Stored data:
▼▼▼

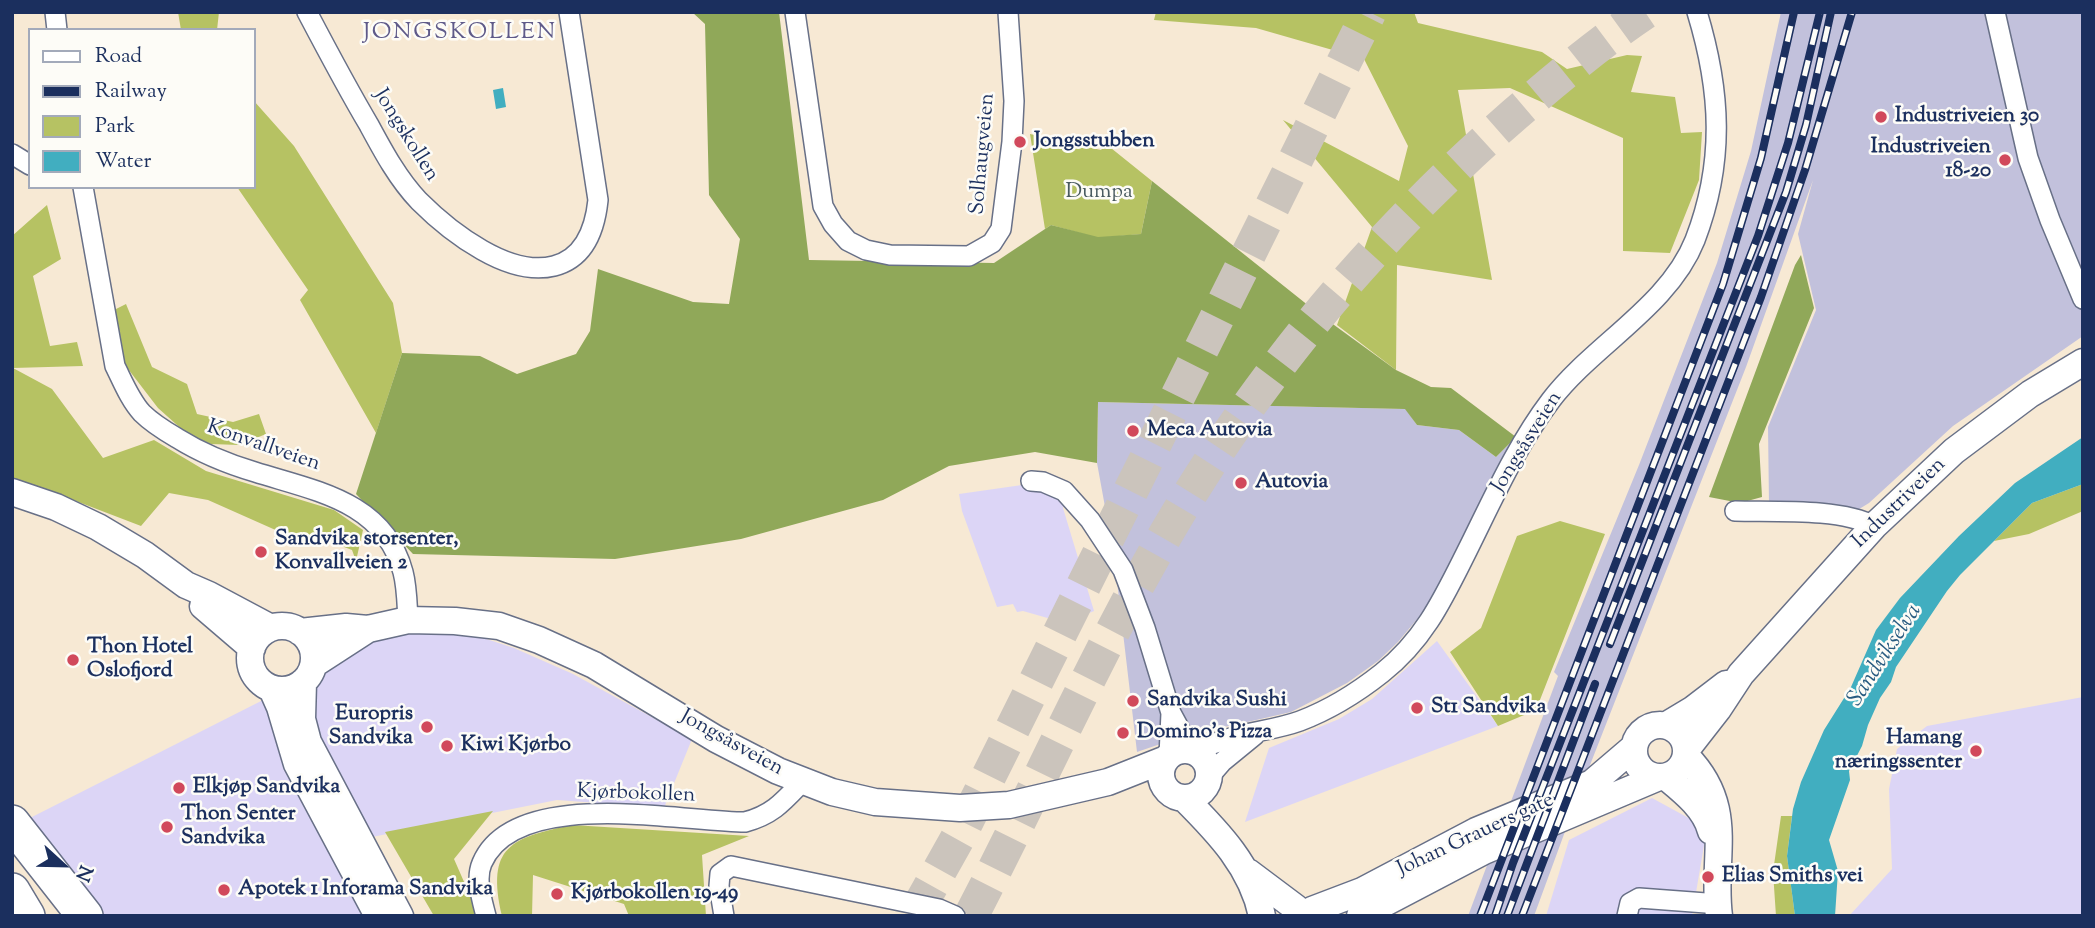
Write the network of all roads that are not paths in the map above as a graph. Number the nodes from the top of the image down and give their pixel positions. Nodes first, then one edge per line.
1 (307, 12) edge
2 (569, 12) edge
3 (795, 12) edge
4 (1008, 12) edge
5 (1697, 12) edge
6 (1995, 12) edge
7 (12, 154) edge
8 (28, 163) edge
9 (83, 189) edge
10 (2083, 299) edge
11 (2083, 362) edge
12 (1031, 481) dead end
13 (12, 492) edge
14 (1735, 511) dead end
15 (1874, 526) junction
16 (186, 585) junction
17 (408, 620) junction
18 (271, 628) junction
19 (368, 629) junction
20 (300, 632) junction
21 (252, 648) junction
22 (309, 673) junction
23 (1741, 674) junction
24 (272, 689) junction
25 (1667, 725) junction
26 (1257, 734) junction
27 (1633, 748) junction
28 (1686, 753) junction
29 (1180, 754) junction
30 (1662, 777) junction
31 (1209, 779) junction
32 (802, 782) junction
33 (1108, 782) junction
34 (1177, 794) junction
35 (12, 824) edge
36 (1219, 834) junction
37 (1248, 872) junction
38 (28, 895) edge
39 (1301, 912) edge
40 (1710, 912) edge
41 (64, 916) edge
42 (85, 916) edge
43 (378, 916) edge
44 (400, 916) edge
45 (486, 916) edge
46 (724, 916) edge
47 (955, 916) edge
48 (1262, 916) edge
49 (1360, 916) edge
50 (1627, 916) edge

1 - 2 street, Jongskollen
3 - 4 street, Solhaugveien
5 - 26 street, Jongsåsveien
6 - 10 street
7 - 8 street
9 - 17 street, Konvallveien
11 - 15 main road, Industriveien
12 - 29 street
13 - 16 main road
14 - 15 street
15 - 23 main road, Industriveien
16 - 18 main road
16 - 21 main road
17 - 19 main road, Jongsåsveien
17 - 32 main road, Jongsåsveien
18 - 20 main road
18 - 21 main road
19 - 20 main road, Jongsåsveien
19 - 22 main road, Jongsåsveien
20 - 22 main road
21 - 24 main road
22 - 24 main road
22 - 44 main road
23 - 25 main road, Industriveien
23 - 28 main road, Industriveien
24 - 43 main road
25 - 27 main road
25 - 28 main road
26 - 29 street, Jongsåsveien
26 - 31 street, Jongsåsveien
27 - 30 main road
27 - 39 main road, Johan Grauers gate
28 - 30 main road
28 - 40 main road
29 - 31 main road
29 - 33 main road, Jongsåsveien
29 - 34 main road
30 - 40 main road
30 - 49 main road, Johan Grauers gate
31 - 34 main road
31 - 36 main road
32 - 33 main road, Jongsåsveien
32 - 45 street, Kjørbokollen
33 - 34 main road, Jongsåsveien
34 - 36 main road
35 - 38 highway
36 - 37 main road
37 - 39 main road
37 - 48 main road
38 - 41 highway
38 - 42 highway
40 - 50 street
46 - 47 street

▲▲▲

**PROBLEM DESCRIPTION:**
Lines containing the word "gate" must be found in the data above and copied.

**ANSWER TO THE PROBLEM:**
27 - 39 main road, Johan Grauers gate
30 - 49 main road, Johan Grauers gate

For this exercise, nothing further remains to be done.